ONNX Runtime Kernel Registry Architecture: Provider-Aware Operator Resolution

ONNX Runtime implements a three-tier kernel registry system centered on provider-scoped KernelRegistry instances, a central KernelRegistryManager for orchestration, and KernelDefBuilder metadata objects that map graph nodes to concrete operator implementations based on version compatibility and type constraints.

The microsoft/onnxruntime repository isolates operator kernel creation behind a sophisticated abstraction layer that binds implementations to specific Execution Providers (EPs). This kernel registry architecture determines which concrete OpKernel executes each node by matching operator metadata against registered capabilities across CPU, CUDA, and custom hardware backends.

Core Components of the Kernel Registry System

The architecture consists of three primary classes that handle registration, storage, and resolution of operator kernels.

KernelRegistry

The KernelRegistry class stores a multimap of kernel definitions keyed by the concatenated string op_name + ' ' + domain + ' ' + provider via the internal GetMapKey method.
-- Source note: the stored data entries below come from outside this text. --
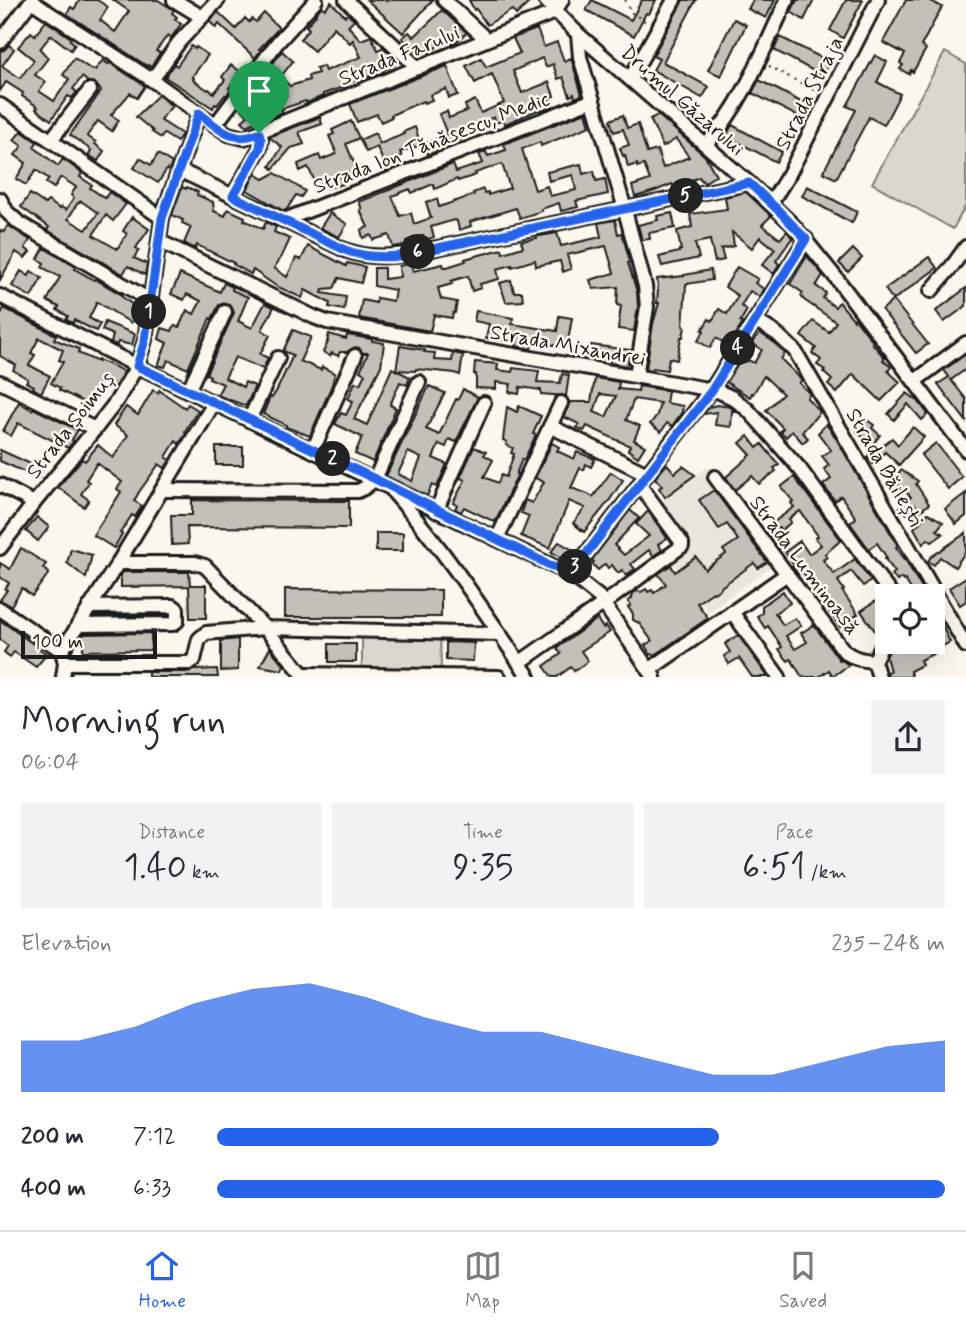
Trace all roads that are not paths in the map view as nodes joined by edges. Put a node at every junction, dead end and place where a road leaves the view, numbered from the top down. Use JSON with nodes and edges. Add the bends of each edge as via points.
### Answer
{"nodes":[{"id":1,"x":174,"y":0,"type":"edge"},
{"id":2,"x":218,"y":0,"type":"edge"},
{"id":3,"x":316,"y":0,"type":"edge"},
{"id":4,"x":346,"y":0,"type":"edge"},
{"id":5,"x":444,"y":0,"type":"edge"},
{"id":6,"x":545,"y":0,"type":"edge"},
{"id":7,"x":562,"y":0,"type":"edge"},
{"id":8,"x":674,"y":0,"type":"edge"},
{"id":9,"x":787,"y":0,"type":"edge"},
{"id":10,"x":878,"y":0,"type":"edge"},
{"id":11,"x":32,"y":1,"type":"edge"},
{"id":12,"x":555,"y":12,"type":"junction"},
{"id":13,"x":202,"y":17,"type":"junction"},
{"id":14,"x":5,"y":25,"type":"edge"},
{"id":15,"x":578,"y":34,"type":"junction"},
{"id":16,"x":487,"y":40,"type":"junction"},
{"id":17,"x":0,"y":42,"type":"edge"},
{"id":18,"x":418,"y":68,"type":"junction"},
{"id":19,"x":629,"y":79,"type":"junction"},
{"id":20,"x":152,"y":80,"type":"junction"},
{"id":21,"x":90,"y":90,"type":"dead end"},
{"id":22,"x":593,"y":100,"type":"junction"},
{"id":23,"x":0,"y":105,"type":"edge"},
{"id":24,"x":199,"y":113,"type":"junction"},
{"id":25,"x":215,"y":125,"type":"junction"},
{"id":26,"x":259,"y":133,"type":"junction"},
{"id":27,"x":51,"y":140,"type":"junction"},
{"id":28,"x":706,"y":145,"type":"junction"},
{"id":29,"x":179,"y":170,"type":"junction"},
{"id":30,"x":749,"y":183,"type":"junction"},
{"id":31,"x":233,"y":196,"type":"junction"},
{"id":32,"x":0,"y":199,"type":"edge"},
{"id":33,"x":771,"y":203,"type":"junction"},
{"id":34,"x":625,"y":209,"type":"junction"},
{"id":35,"x":162,"y":218,"type":"junction"},
{"id":36,"x":284,"y":220,"type":"junction"},
{"id":37,"x":806,"y":239,"type":"junction"},
{"id":38,"x":159,"y":241,"type":"junction"},
{"id":39,"x":966,"y":247,"type":"edge"},
{"id":40,"x":930,"y":290,"type":"dead end"},
{"id":41,"x":0,"y":296,"type":"edge"},
{"id":42,"x":151,"y":301,"type":"junction"},
{"id":43,"x":225,"y":312,"type":"dead end"},
{"id":44,"x":755,"y":320,"type":"junction"},
{"id":45,"x":966,"y":343,"type":"edge"},
{"id":46,"x":355,"y":356,"type":"dead end"},
{"id":47,"x":278,"y":358,"type":"dead end"},
{"id":48,"x":137,"y":366,"type":"junction"},
{"id":49,"x":636,"y":376,"type":"junction"},
{"id":50,"x":915,"y":381,"type":"junction"},
{"id":51,"x":419,"y":382,"type":"dead end"},
{"id":52,"x":0,"y":383,"type":"edge"},
{"id":53,"x":712,"y":390,"type":"junction"},
{"id":54,"x":188,"y":391,"type":"junction"},
{"id":55,"x":214,"y":403,"type":"junction"},
{"id":56,"x":484,"y":403,"type":"dead end"},
{"id":57,"x":561,"y":403,"type":"dead end"},
{"id":58,"x":249,"y":420,"type":"junction"},
{"id":59,"x":550,"y":426,"type":"junction"},
{"id":60,"x":95,"y":429,"type":"junction"},
{"id":61,"x":313,"y":450,"type":"junction"},
{"id":62,"x":966,"y":450,"type":"edge"},
{"id":63,"x":715,"y":477,"type":"dead end"},
{"id":64,"x":375,"y":479,"type":"junction"},
{"id":65,"x":643,"y":479,"type":"junction"},
{"id":66,"x":0,"y":485,"type":"edge"},
{"id":67,"x":389,"y":487,"type":"junction"},
{"id":68,"x":162,"y":489,"type":"junction"},
{"id":69,"x":34,"y":503,"type":"junction"},
{"id":70,"x":436,"y":511,"type":"junction"},
{"id":71,"x":496,"y":540,"type":"junction"},
{"id":72,"x":0,"y":548,"type":"edge"},
{"id":73,"x":118,"y":563,"type":"junction"},
{"id":74,"x":787,"y":573,"type":"junction"},
{"id":75,"x":570,"y":575,"type":"junction"},
{"id":76,"x":884,"y":584,"type":"edge"},
{"id":77,"x":605,"y":603,"type":"junction"},
{"id":78,"x":89,"y":607,"type":"junction"},
{"id":79,"x":0,"y":608,"type":"edge"},
{"id":80,"x":732,"y":612,"type":"junction"},
{"id":81,"x":78,"y":625,"type":"junction"},
{"id":82,"x":265,"y":628,"type":"junction"},
{"id":83,"x":499,"y":634,"type":"junction"},
{"id":84,"x":966,"y":646,"type":"edge"},
{"id":85,"x":878,"y":654,"type":"edge"},
{"id":86,"x":64,"y":657,"type":"junction"},
{"id":87,"x":874,"y":661,"type":"junction"},
{"id":88,"x":519,"y":663,"type":"junction"},
{"id":89,"x":652,"y":673,"type":"edge"},
{"id":90,"x":304,"y":676,"type":"edge"},
{"id":91,"x":523,"y":676,"type":"edge"},
{"id":92,"x":63,"y":677,"type":"edge"},
{"id":93,"x":499,"y":677,"type":"edge"},
{"id":94,"x":779,"y":677,"type":"edge"},
{"id":95,"x":879,"y":677,"type":"edge"}],
"edges":[{"from":1,"to":13,"type":"street"},
{"from":2,"to":13,"type":"street"},
{"from":3,"to":25,"type":"street"},
{"from":4,"to":18,"type":"street"},
{"from":5,"to":16,"type":"street"},
{"from":6,"to":12,"type":"street","name":"Drumul Găzarului"},
{"from":7,"to":12,"type":"street"},
{"from":8,"to":19,"type":"street"},
{"from":9,"to":28,"type":"street","via":[[737,104]]},
{"from":10,"to":33,"type":"street","name":"Strada Straja"},
{"from":11,"to":14,"type":"street"},
{"from":11,"to":20,"type":"street","name":"Strada Farului"},
{"from":12,"to":15,"type":"street","name":"Drumul Găzarului"},
{"from":12,"to":16,"type":"street","name":"Strada Farului"},
{"from":13,"to":20,"type":"street"},
{"from":14,"to":17,"type":"street"},
{"from":15,"to":19,"type":"street","name":"Drumul Găzarului"},
{"from":15,"to":22,"type":"street"},
{"from":16,"to":18,"type":"street","name":"Strada Farului"},
{"from":18,"to":26,"type":"street","name":"Strada Farului"},
{"from":19,"to":28,"type":"street","name":"Drumul Găzarului"},
{"from":20,"to":24,"type":"street","name":"Strada Farului"},
{"from":21,"to":27,"type":"street"},
{"from":22,"to":34,"type":"street"},
{"from":22,"to":36,"type":"street","name":"Strada Ion Tănăsescu, Medic"},
{"from":23,"to":27,"type":"street"},
{"from":24,"to":25,"type":"street","name":"Strada Farului"},
{"from":24,"to":29,"type":"street","name":"Strada Șoimuș"},
{"from":25,"to":26,"type":"street","name":"Strada Farului","via":[[239,138]]},
{"from":26,"to":31,"type":"street","via":[[260,148]]},
{"from":27,"to":35,"type":"street"},
{"from":28,"to":30,"type":"street","name":"Drumul Găzarului"},
{"from":29,"to":31,"type":"street"},
{"from":29,"to":35,"type":"street","name":"Strada Șoimuș"},
{"from":30,"to":33,"type":"street","name":"Drumul Găzarului"},
{"from":30,"to":34,"type":"street"},
{"from":31,"to":36,"type":"street"},
{"from":32,"to":42,"type":"street","via":[[19,223]]},
{"from":33,"to":37,"type":"street","name":"Drumul Găzarului"},
{"from":34,"to":36,"type":"street","via":[[383,257],[353,253]]},
{"from":34,"to":49,"type":"street","via":[[647,296]]},
{"from":35,"to":38,"type":"street","name":"Strada Șoimuș"},
{"from":37,"to":44,"type":"street"},
{"from":37,"to":50,"type":"street","name":"Drumul Găzarului"},
{"from":38,"to":42,"type":"street","name":"Strada Șoimuș"},
{"from":38,"to":49,"type":"street","name":"Strada Mixandrei","via":[[327,322]]},
{"from":39,"to":40,"type":"street"},
{"from":41,"to":48,"type":"street"},
{"from":42,"to":48,"type":"street","name":"Strada Șoimuș"},
{"from":43,"to":54,"type":"street"},
{"from":44,"to":53,"type":"street"},
{"from":44,"to":84,"type":"street","name":"Strada Băilești","via":[[795,351]]},
{"from":45,"to":50,"type":"street"},
{"from":46,"to":61,"type":"street"},
{"from":47,"to":58,"type":"street"},
{"from":48,"to":54,"type":"street"},
{"from":48,"to":60,"type":"street","name":"Strada Șoimuș"},
{"from":49,"to":53,"type":"street","name":"Strada Mixandrei"},
{"from":50,"to":62,"type":"street","name":"Drumul Găzarului"},
{"from":51,"to":64,"type":"street"},
{"from":52,"to":60,"type":"street"},
{"from":53,"to":65,"type":"street"},
{"from":53,"to":76,"type":"street","name":"Strada Mixandrei","via":[[733,398],[758,421],[800,469]]},
{"from":54,"to":55,"type":"street"},
{"from":55,"to":58,"type":"street"},
{"from":55,"to":68,"type":"street"},
{"from":56,"to":70,"type":"street"},
{"from":57,"to":59,"type":"street"},
{"from":58,"to":61,"type":"street"},
{"from":59,"to":65,"type":"street"},
{"from":59,"to":71,"type":"street"},
{"from":60,"to":69,"type":"street","name":"Strada Șoimuș"},
{"from":61,"to":64,"type":"street"},
{"from":63,"to":74,"type":"street","name":"Strada Luminoasă"},
{"from":64,"to":67,"type":"street"},
{"from":64,"to":68,"type":"street","via":[[358,491]]},
{"from":65,"to":75,"type":"street"},
{"from":65,"to":77,"type":"street","via":[[682,546]]},
{"from":66,"to":69,"type":"street"},
{"from":67,"to":70,"type":"street"},
{"from":67,"to":83,"type":"street","via":[[437,545]]},
{"from":68,"to":73,"type":"street"},
{"from":69,"to":72,"type":"street","name":"Strada Șoimuș"},
{"from":70,"to":71,"type":"street"},
{"from":71,"to":75,"type":"street"},
{"from":73,"to":78,"type":"street"},
{"from":73,"to":82,"type":"street","via":[[205,566]]},
{"from":74,"to":80,"type":"street"},
{"from":74,"to":87,"type":"street","name":"Strada Luminoasă","via":[[844,651]]},
{"from":75,"to":77,"type":"street"},
{"from":77,"to":88,"type":"street"},
{"from":77,"to":89,"type":"street"},
{"from":78,"to":81,"type":"street"},
{"from":78,"to":81,"type":"street","via":[[173,606],[177,621]]},
{"from":79,"to":86,"type":"street"},
{"from":80,"to":89,"type":"street"},
{"from":80,"to":94,"type":"street"},
{"from":81,"to":86,"type":"street"},
{"from":82,"to":83,"type":"street"},
{"from":82,"to":86,"type":"street","via":[[206,633],[189,663]]},
{"from":82,"to":90,"type":"street"},
{"from":83,"to":88,"type":"street"},
{"from":85,"to":87,"type":"street"},
{"from":86,"to":92,"type":"street"},
{"from":87,"to":95,"type":"street"},
{"from":88,"to":91,"type":"street"},
{"from":90,"to":93,"type":"street"}]}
Located in include/onnxruntime/core/framework/kernel_registry.h (lines 23‑70), this class provides the Register() method for providers to insert kernels and the TryFindKernel() family of methods to match nodes against version constraints and type requirements.

KernelRegistryManager

The KernelRegistryManager aggregates individual registries and controls lookup priority. Defined in core/framework/kernel_registry_manager.h (lines 25‑68), it maintains provider_type_to_registry_ for built-in EPs and custom_kernel_registries_ for runtime extensions. Custom registries receive priority over built-in implementations, enabling users to override default kernels.

KernelDefBuilder and KernelCreateInfo

KernelDefBuilder and KernelCreateInfo provide the metadata DSL and factory storage mechanism. Execution providers use KernelDefBuilder to declare operator support (name, domain, version range, type constraints) and supply factory functions that instantiate concrete OpKernel objects. These definitions populate the registry via KernelRegistry::Register.

Kernel Registration Flow

The system follows a strict three-phase registration process when initializing an inference session:

  1. Kernel Definition Construction: Each EP uses KernelDefBuilder to specify supported operators. The builder captures version ranges, type constraints, and the target provider identifier.

  2. Registry Population: The EP calls KernelRegistry::Register (implemented in core/framework/kernel_registry.cc, lines 8‑30), which stores a KernelCreateInfo struct containing the factory function in the registry's multimap using the composite key format.

  3. Manager Aggregation: KernelRegistryManager::RegisterKernels iterates over all session execution providers, invoking each provider's registration method to populate the built-in registry map. Custom registries can be injected later via RegisterKernelRegistry, which prepends them to custom_kernel_registries_ (lines 59‑63 of kernel_registry_manager.h) for higher priority.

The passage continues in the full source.